Lessons from the leafy suburbs: Reform may be harder for the rich
Guest blogger Robyne Camp served three years on her board of education in Irvington, New York, losing a tight race for re-election in May. Her first career was in financial services, specializing in complex lending to insurance companies. Her second career began in her 40s, after she was widowed, when she became a lawyer. She has worked as a pro-bono assistant district attorney in Brooklyn, representing abused and neglected children in appeals cases and prosecuting domestic violence crimes.
Three years ago, in a landslide election six months after the crash, I won a seat on my local school board in Westchester County. This May I lost my bid for re-election in a hotly contested five-person race for two open seats. I learned some lessons.
When I ran, I was a reform candidate in an affluent district where reform candidates rarely run (and don’t win if they do), but the village was then in turmoil, and the rules had been suspended. I was swept into office and assumed responsibility (along with four colleagues) for oversight of a district whose salient demographics can be registered in a glance:
Projected enrollment school year 2012-13: 1740
Projected per pupil spending 2012-13: $29,400
Reduced-Price Lunch: 2 percent
Limited English Proficient: 2 percent
Black/Hispanic: 6 percent
Asian or Native Hawaiian/Other Pacific Islander: 9 percent
White: 83 percent
Small, affluent, majority white—with a cadre of devoted and highly engaged parents. Unfortunately, I was not a parent, and that became a problem.
Education reform may be toughest in the 'burbs.
Photo by Jan-Erik Finnberg.
I came in third this spring, twenty-seven votes behind a recent president of the Parent Teacher Student Association. The election was nasty, with much of the vitriol focusing on the fact that I do not have children attending the schools. At the height of the campaign, public attention turned to the more concerning reality: that I do not have any children at all. One of my fellow board members released a Mother’s Day message asking residents to vote for two of my opponents (both mothers) because we have no “mothers on the board.”
The Mother’s Day endorsement prompted one of my closest allies to produce a pointed resume of my good works and marital history, all but calling out my colleague as a cad (you can see it here); another supporter suggested that my mothers on the board-endorsing colleague consider resigning from the board since he wasn’t a mother, either.
Needless to say, these interventions did nothing to quell the furor, and on election day a blogger on a “Pro School-Parent” site ventured the opinion that “We doubt [Camp’s husband] even looked at her as motherhood material….”
Obviously, this is not what policy experts have in mind when they extol the virtues of “parent involvement” in the schools. Given my experience, though, I think the experts are wrong to encourage it. Involved parents can help their own children, but when it comes to the school as a whole, involved parents are divided amongst themselves and have virtually no ability to influence curriculum, quality of teaching, or educational outcomes for all children.

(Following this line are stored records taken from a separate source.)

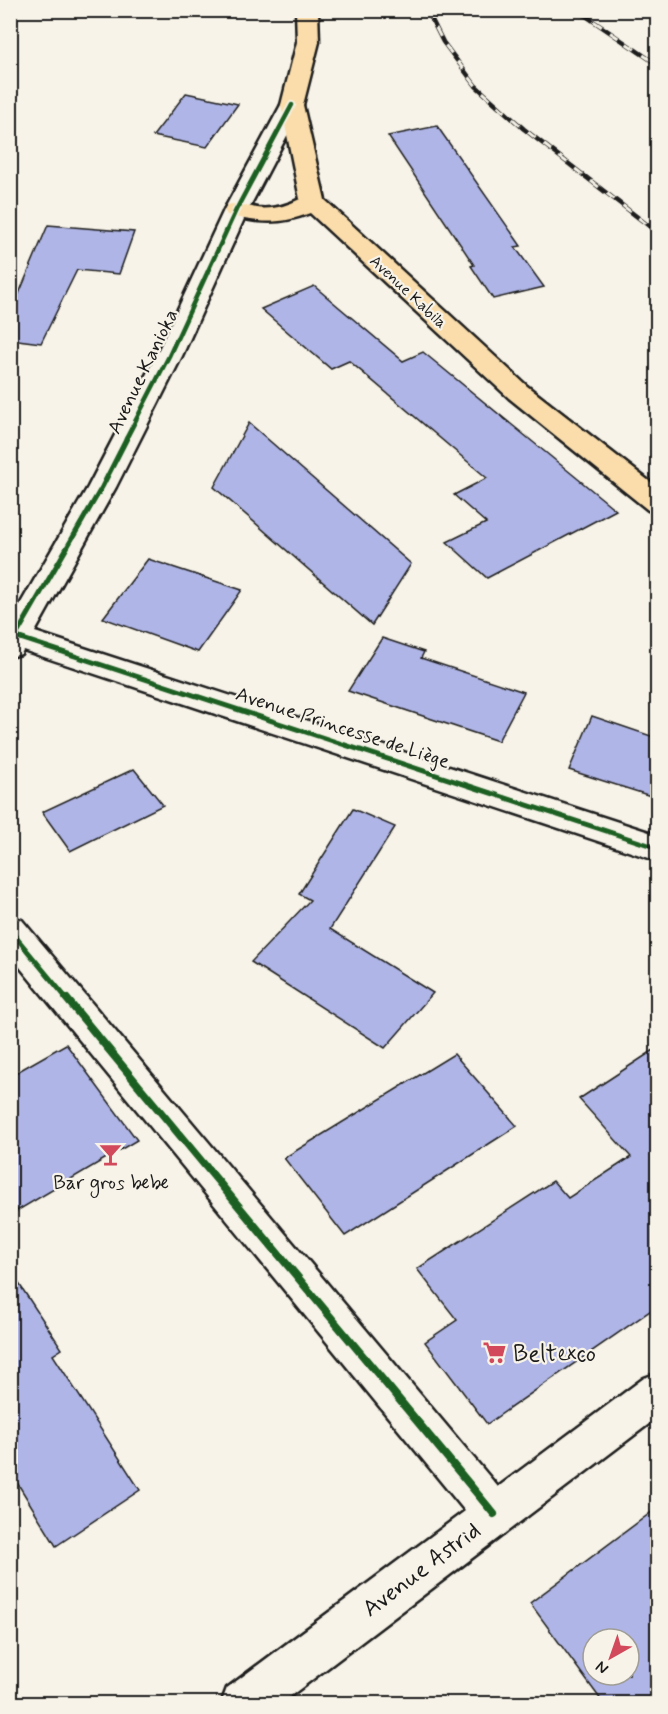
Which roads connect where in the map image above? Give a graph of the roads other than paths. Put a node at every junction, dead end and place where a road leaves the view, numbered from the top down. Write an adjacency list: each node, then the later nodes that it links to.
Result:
1 (307, 10): 2 (highway)
2 (292, 105): 3 (highway); 4 (street, Avenue Kanioka)
3 (313, 202): 4 (highway); 5 (highway, Avenue Kabila)
4 (236, 210): 6 (street, Avenue Kanioka)
5 (657, 503)
6 (14, 641): 7 (street, Avenue Princesse de Liège)
7 (657, 848)
8 (10, 930): 10 (street)
9 (657, 1392): 10 (street, Avenue Astrid)
10 (494, 1514): 11 (street, Avenue Astrid)
11 (243, 1704)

As I review my brief board tenure and recent electoral loss, I’ve come to the conclusion that I won the first time because of the crash—and lost the second time because the school establishment got back on track—with a vengeance!
In 2009, I was the “cost-cutting” candidate. I had a financial background, and the town (including many parents)—was in an uproar over an unpopular and free-spending superintendent whose five-year contract was being rolled over each summer while no one was paying attention. The superintendent was permanently in the first year of a contract with four years left to run, with very few people being aware that was the case. Just a few short months after the village learned the meaning of the term “evergreen contract,” the economy crashed, and parents and ‘non-parents’ alike were in open revolt. I was their candidate.
At the same time, a small but determined group of reform-minded parents had coalesced around issues of curriculum and accountability some three years before I ran. These parents had created a list serve they called the Irvington Parents Forum, where they posted “citzens’ op eds” pressing their case. Their mantra at the time of the crash: District spending had doubled in ten years time with no measurable gains in student achievement. I became their candidate, too.
Perhaps because of the Parents Forum, my town never reached the point of having a tax revolt. We had an accountability revolt instead, which united residents whose primary issue was taxes with parents whose primary issue was curriculum and student achievement.
A pre-existing and public parent group lobbying for academic improvement, an unpopular school leader, and a once-in-a-century economic catastrophe: if that’s what it takes for a reform candidate to run and win in the “leafy suburbs” (see Mike Petrilli’s op-ed), we won’t see many reform candidates running and winning in those suburbs.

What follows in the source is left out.